■ WHAT YOU ARE ASKED TO DO:
Search the listing for the string "wherever" and copy every line that contains it.

■ GIVEN ENTRIES:
┄┄┄┄┄┄┄┄┄┄┄┄┄┄┄┄┄┄┄┄

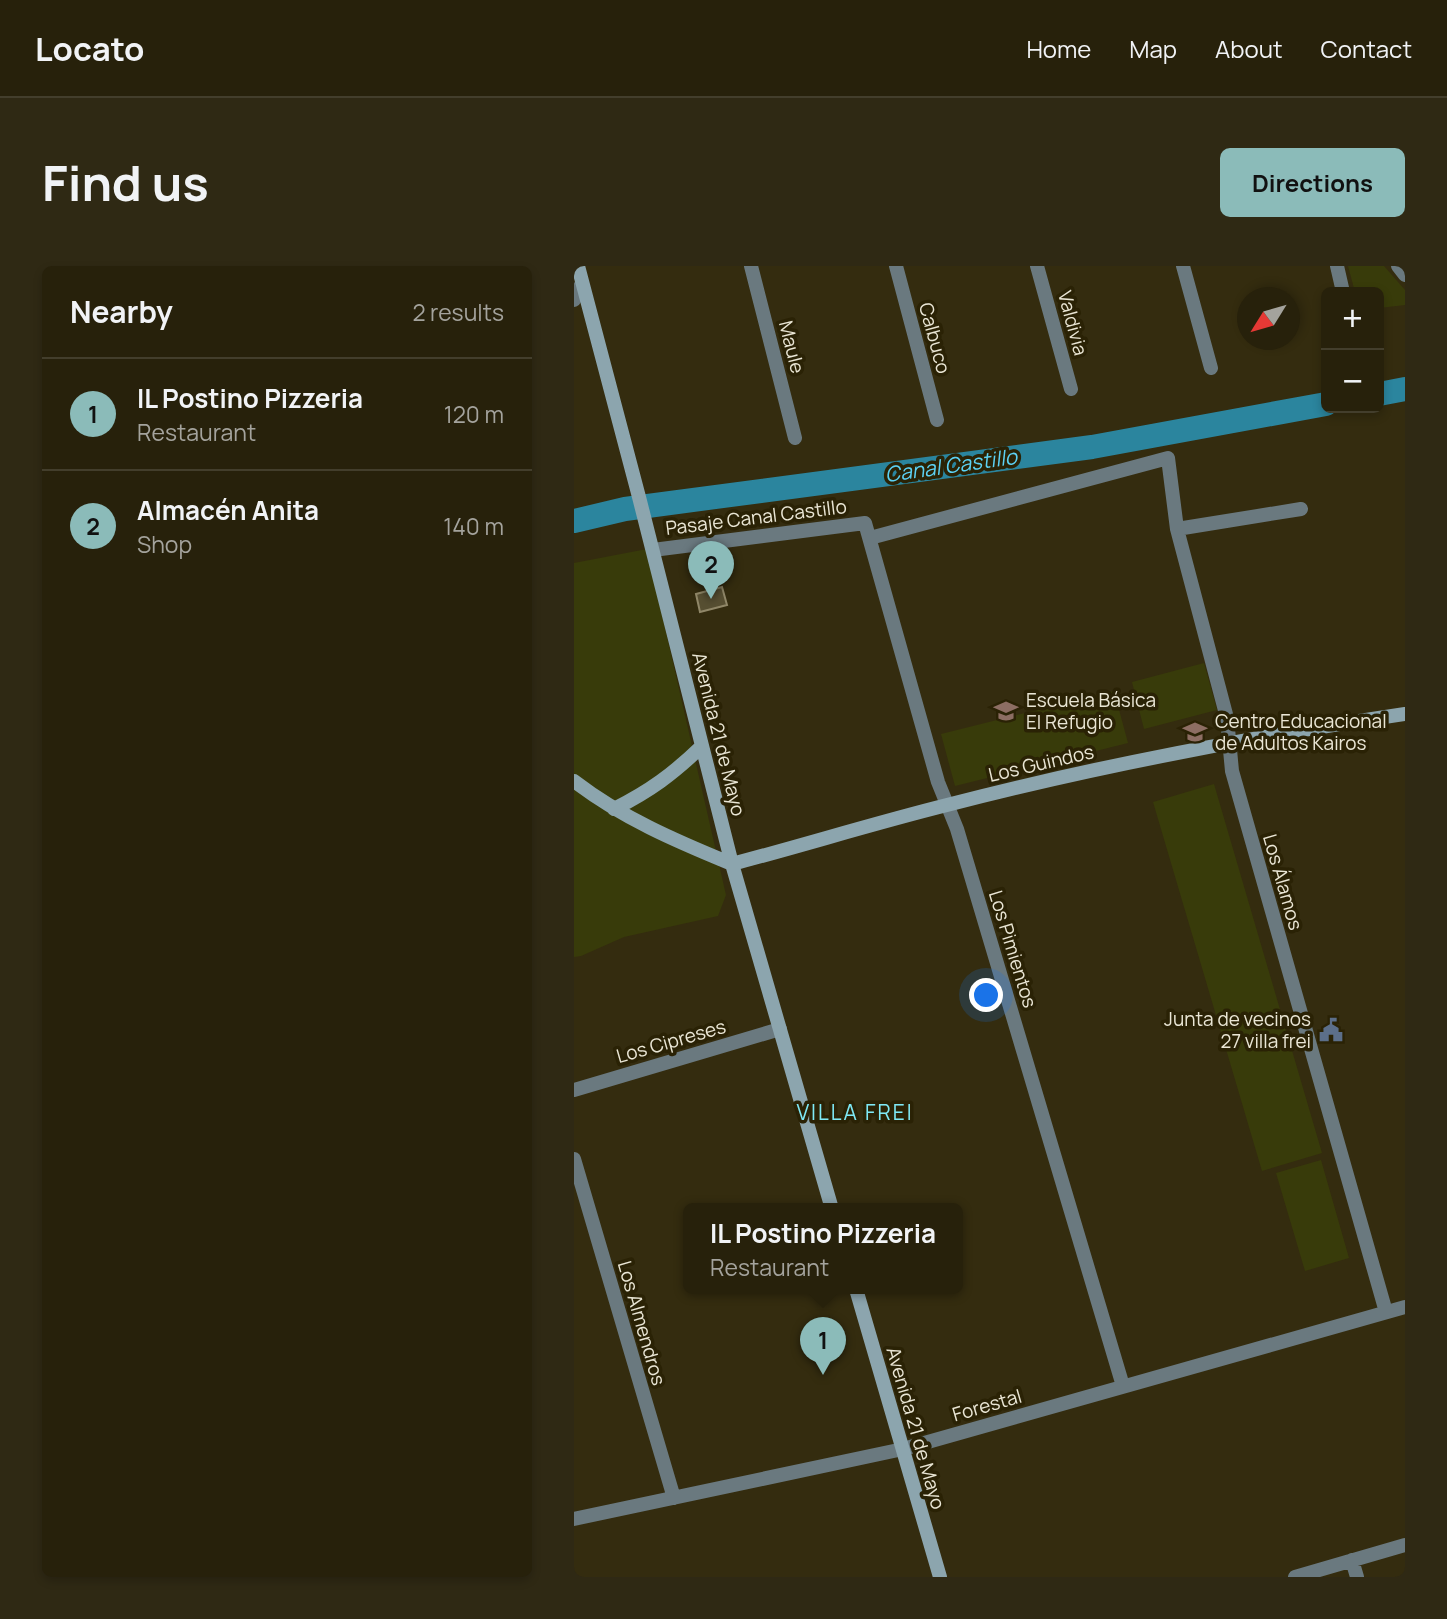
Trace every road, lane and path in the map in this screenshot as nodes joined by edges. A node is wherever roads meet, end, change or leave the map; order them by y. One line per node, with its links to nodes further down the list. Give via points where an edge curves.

┄┄┄┄┄┄┄┄┄┄┄┄┄┄┄┄┄┄┄┄

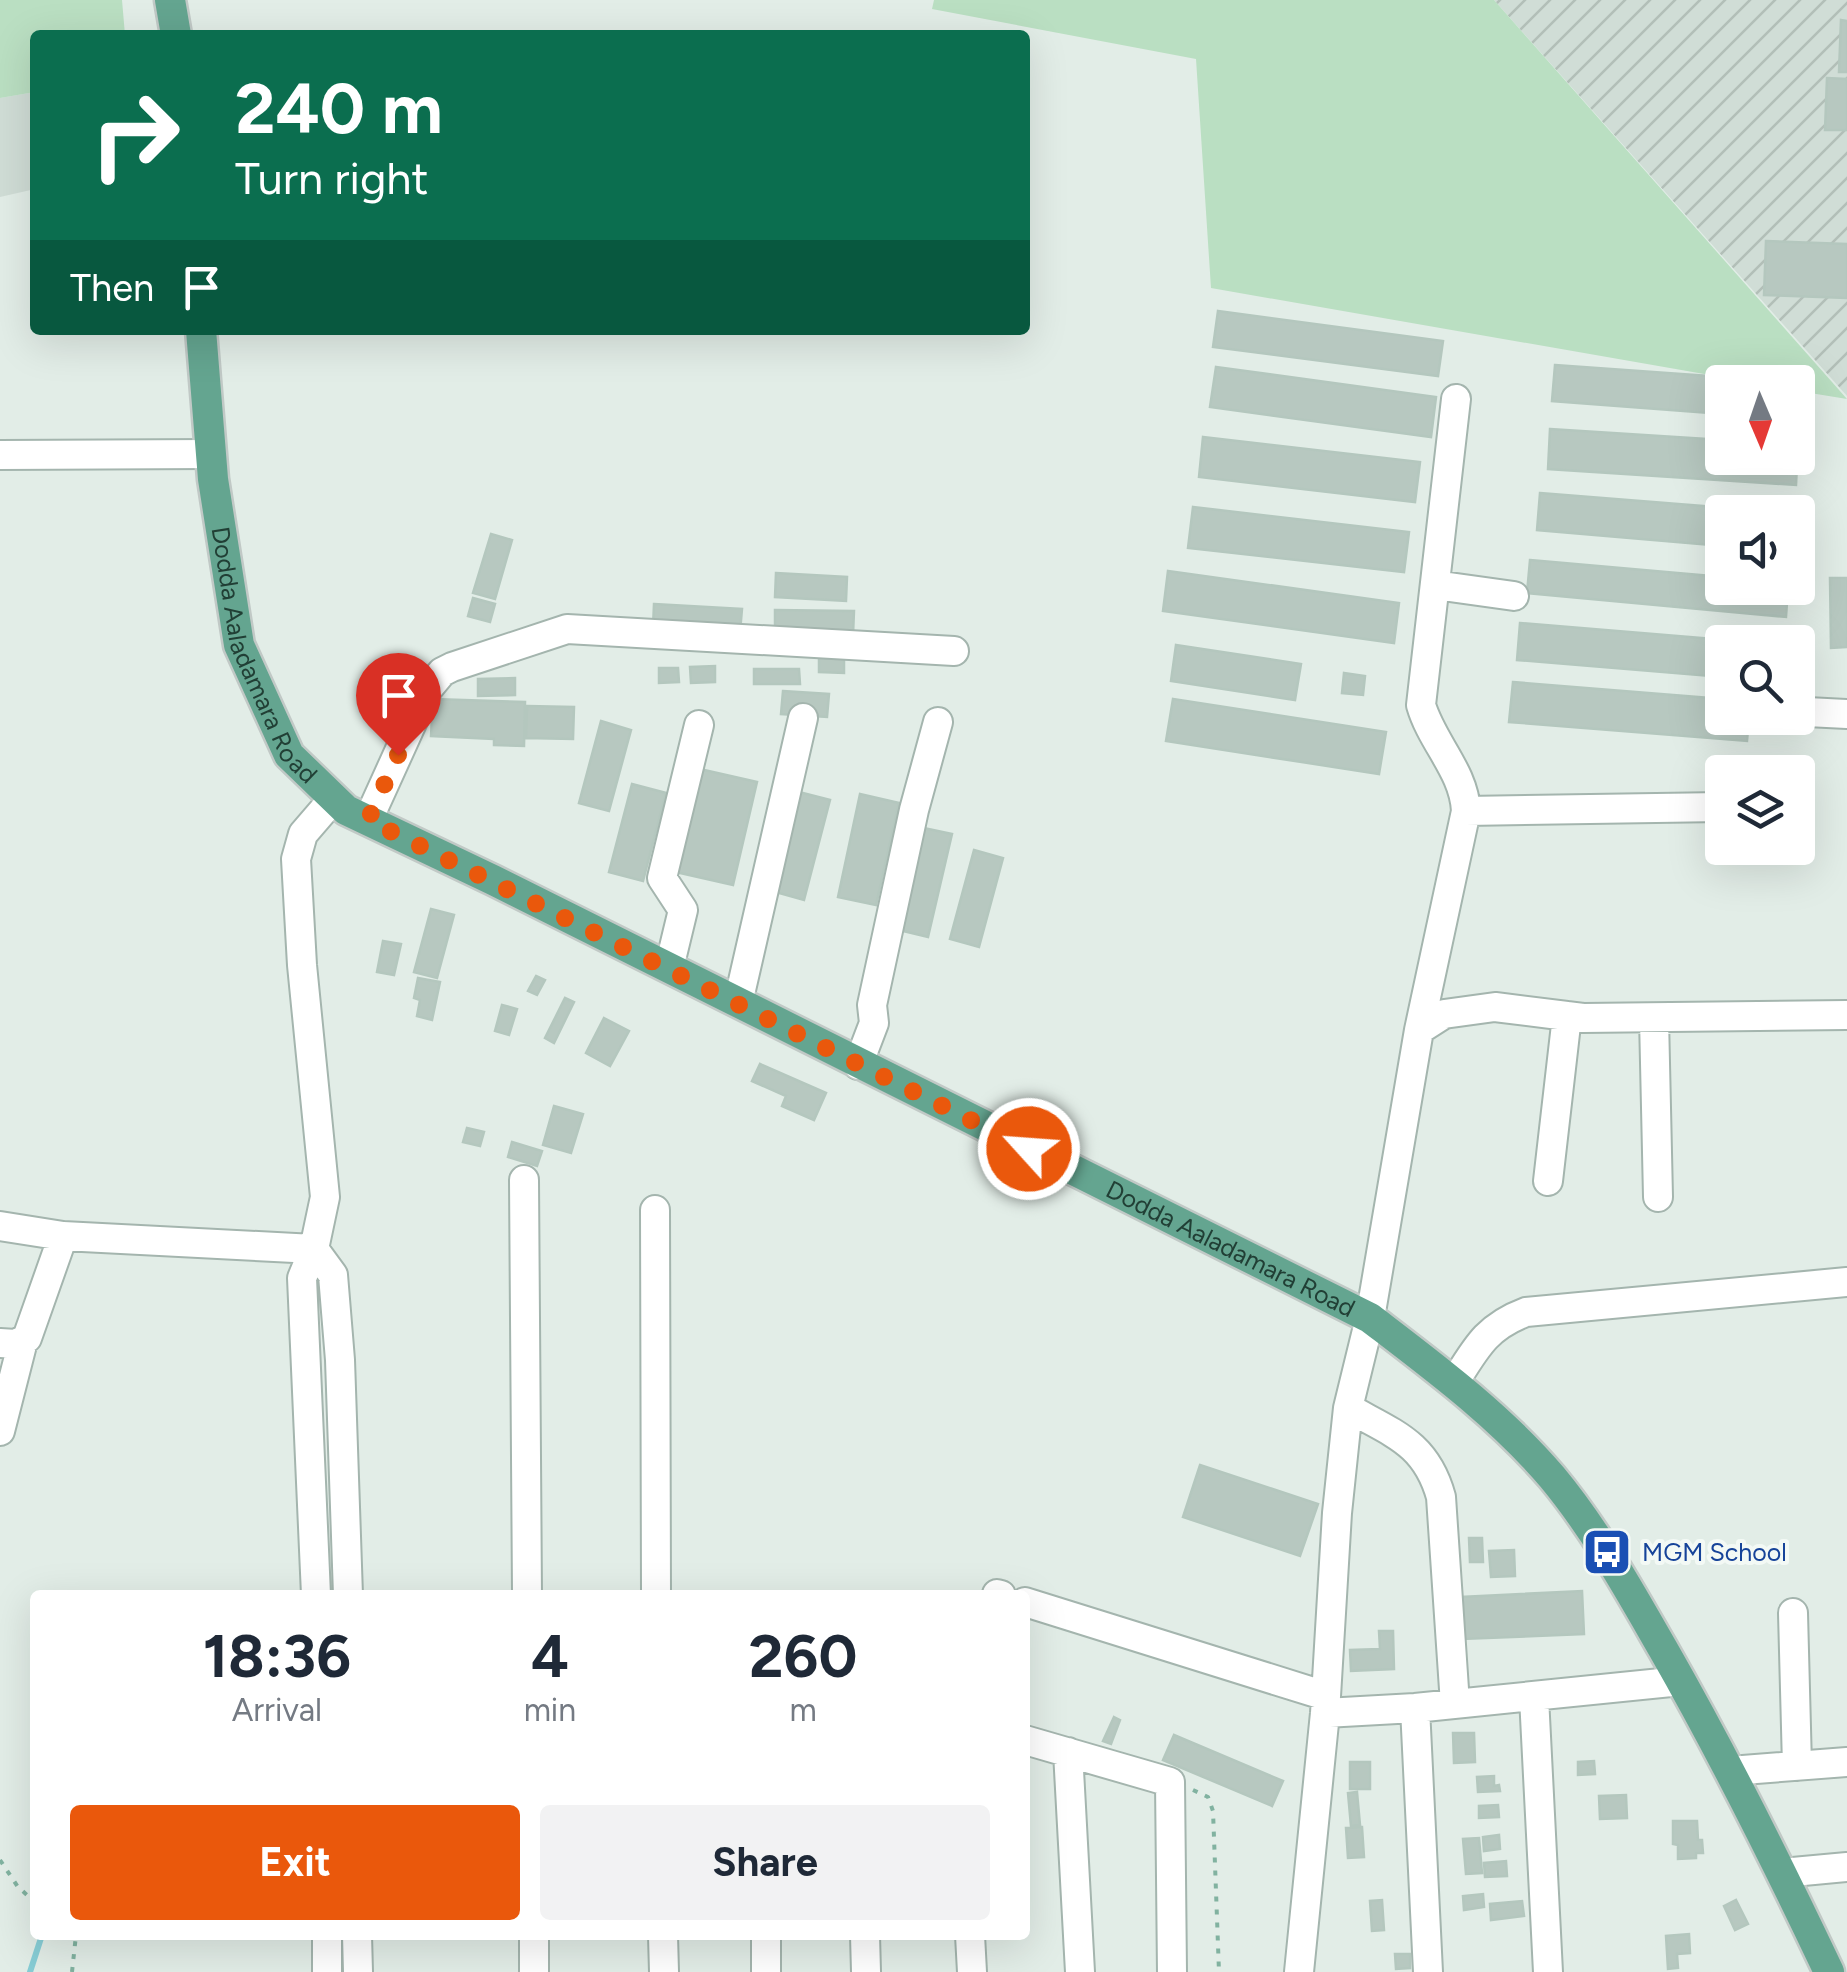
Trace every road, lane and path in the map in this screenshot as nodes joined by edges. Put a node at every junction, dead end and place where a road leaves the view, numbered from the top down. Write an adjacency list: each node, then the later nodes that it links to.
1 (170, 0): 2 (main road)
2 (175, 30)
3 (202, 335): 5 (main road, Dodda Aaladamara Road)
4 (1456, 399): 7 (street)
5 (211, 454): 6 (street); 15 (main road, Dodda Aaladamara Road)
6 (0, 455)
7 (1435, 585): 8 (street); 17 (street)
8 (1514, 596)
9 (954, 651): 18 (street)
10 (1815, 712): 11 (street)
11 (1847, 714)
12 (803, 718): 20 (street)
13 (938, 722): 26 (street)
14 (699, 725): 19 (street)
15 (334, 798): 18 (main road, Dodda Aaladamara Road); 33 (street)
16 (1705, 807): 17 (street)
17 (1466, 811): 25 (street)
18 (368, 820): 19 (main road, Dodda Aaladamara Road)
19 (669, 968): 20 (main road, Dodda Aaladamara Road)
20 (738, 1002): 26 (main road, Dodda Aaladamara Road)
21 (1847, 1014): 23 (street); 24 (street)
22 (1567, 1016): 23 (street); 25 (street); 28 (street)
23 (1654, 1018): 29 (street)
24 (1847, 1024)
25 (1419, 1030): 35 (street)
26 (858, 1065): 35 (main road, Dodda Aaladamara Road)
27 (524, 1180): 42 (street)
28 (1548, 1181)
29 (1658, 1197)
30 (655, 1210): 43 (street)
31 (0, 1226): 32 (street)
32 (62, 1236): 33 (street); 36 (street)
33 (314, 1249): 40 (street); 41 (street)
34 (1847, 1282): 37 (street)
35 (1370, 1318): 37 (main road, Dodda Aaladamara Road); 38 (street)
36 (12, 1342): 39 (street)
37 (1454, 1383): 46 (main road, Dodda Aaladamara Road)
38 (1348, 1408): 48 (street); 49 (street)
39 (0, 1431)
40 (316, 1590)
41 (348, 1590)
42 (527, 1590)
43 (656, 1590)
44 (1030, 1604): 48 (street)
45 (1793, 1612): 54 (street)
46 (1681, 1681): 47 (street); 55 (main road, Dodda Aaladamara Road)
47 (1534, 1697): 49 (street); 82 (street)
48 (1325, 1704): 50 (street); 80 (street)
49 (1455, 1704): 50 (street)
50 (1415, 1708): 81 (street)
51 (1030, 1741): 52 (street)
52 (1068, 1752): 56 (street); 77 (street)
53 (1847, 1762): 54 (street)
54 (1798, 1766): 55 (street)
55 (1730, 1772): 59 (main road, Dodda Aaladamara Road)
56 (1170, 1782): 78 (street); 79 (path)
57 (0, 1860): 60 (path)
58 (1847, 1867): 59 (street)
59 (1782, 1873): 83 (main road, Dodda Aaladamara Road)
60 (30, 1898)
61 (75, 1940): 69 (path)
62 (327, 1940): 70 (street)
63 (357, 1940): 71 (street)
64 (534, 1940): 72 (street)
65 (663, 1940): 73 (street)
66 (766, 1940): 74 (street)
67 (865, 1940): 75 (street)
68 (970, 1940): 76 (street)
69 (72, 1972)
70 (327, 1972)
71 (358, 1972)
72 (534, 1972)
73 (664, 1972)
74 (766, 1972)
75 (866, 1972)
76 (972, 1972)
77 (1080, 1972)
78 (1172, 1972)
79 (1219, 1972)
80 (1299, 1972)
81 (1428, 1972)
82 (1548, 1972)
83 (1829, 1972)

┄┄┄┄┄┄┄┄┄┄┄┄┄┄┄┄┄┄┄┄

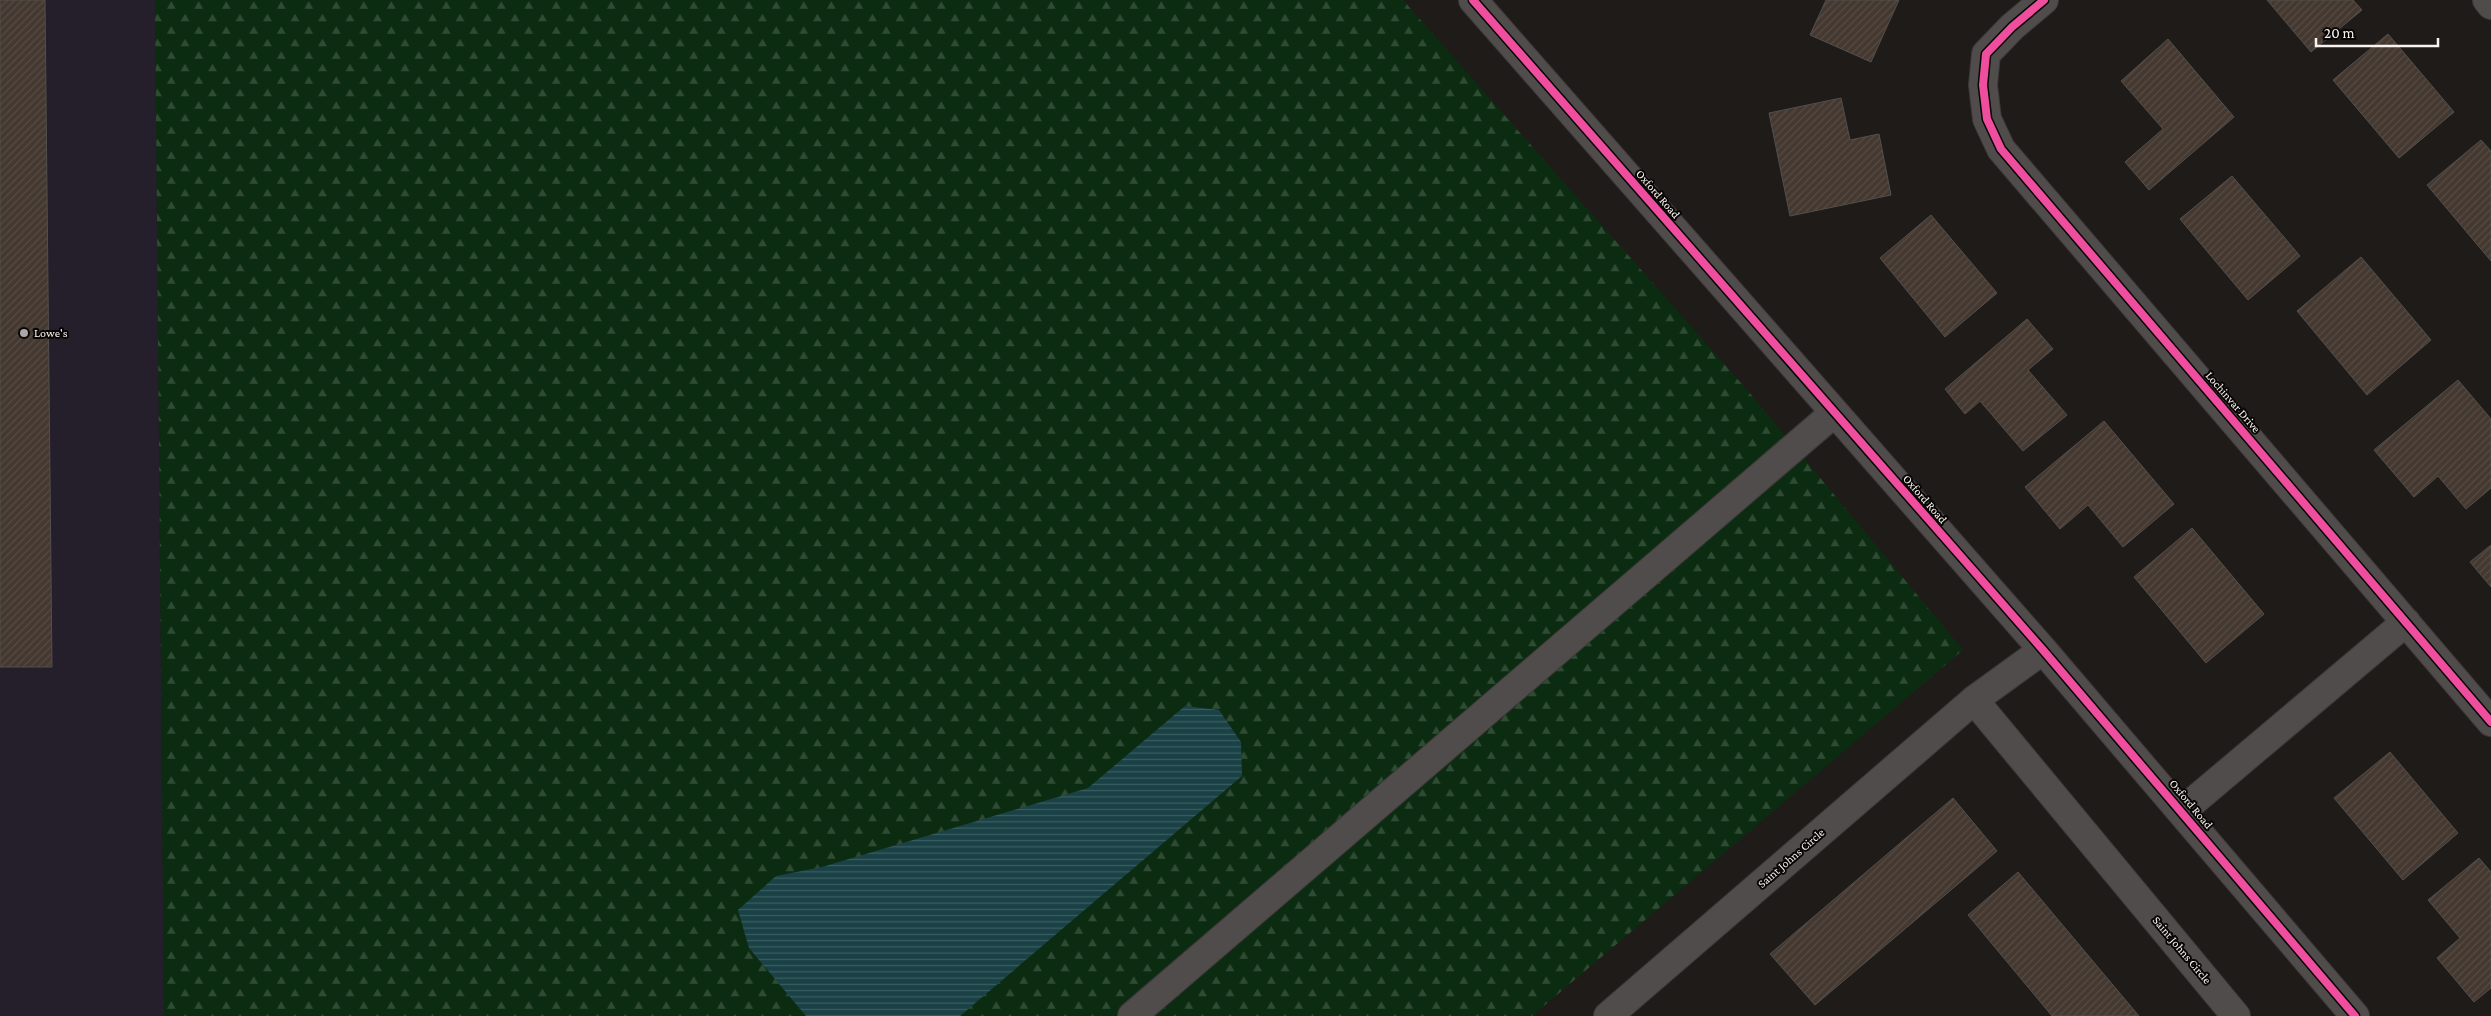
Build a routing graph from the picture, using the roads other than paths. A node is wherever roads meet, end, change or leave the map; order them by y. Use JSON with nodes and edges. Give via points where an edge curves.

┄┄┄┄┄┄┄┄┄┄┄┄┄┄┄┄┄┄┄┄

■ REPLY TO THE TASK:
Trace every road, lane and path in the map in this screenshot as nodes joined by edges. A node is wherever roads meet, end, change or leave the map; order them by y. One line per node, with its links to nodes further down the list. Give via points where an edge curves.
Build a routing graph from the picture, using the roads other than paths. A node is wherever roads meet, end, change or leave the map; order them by y. Use JSON with nodes and edges. Give via points where an edge curves.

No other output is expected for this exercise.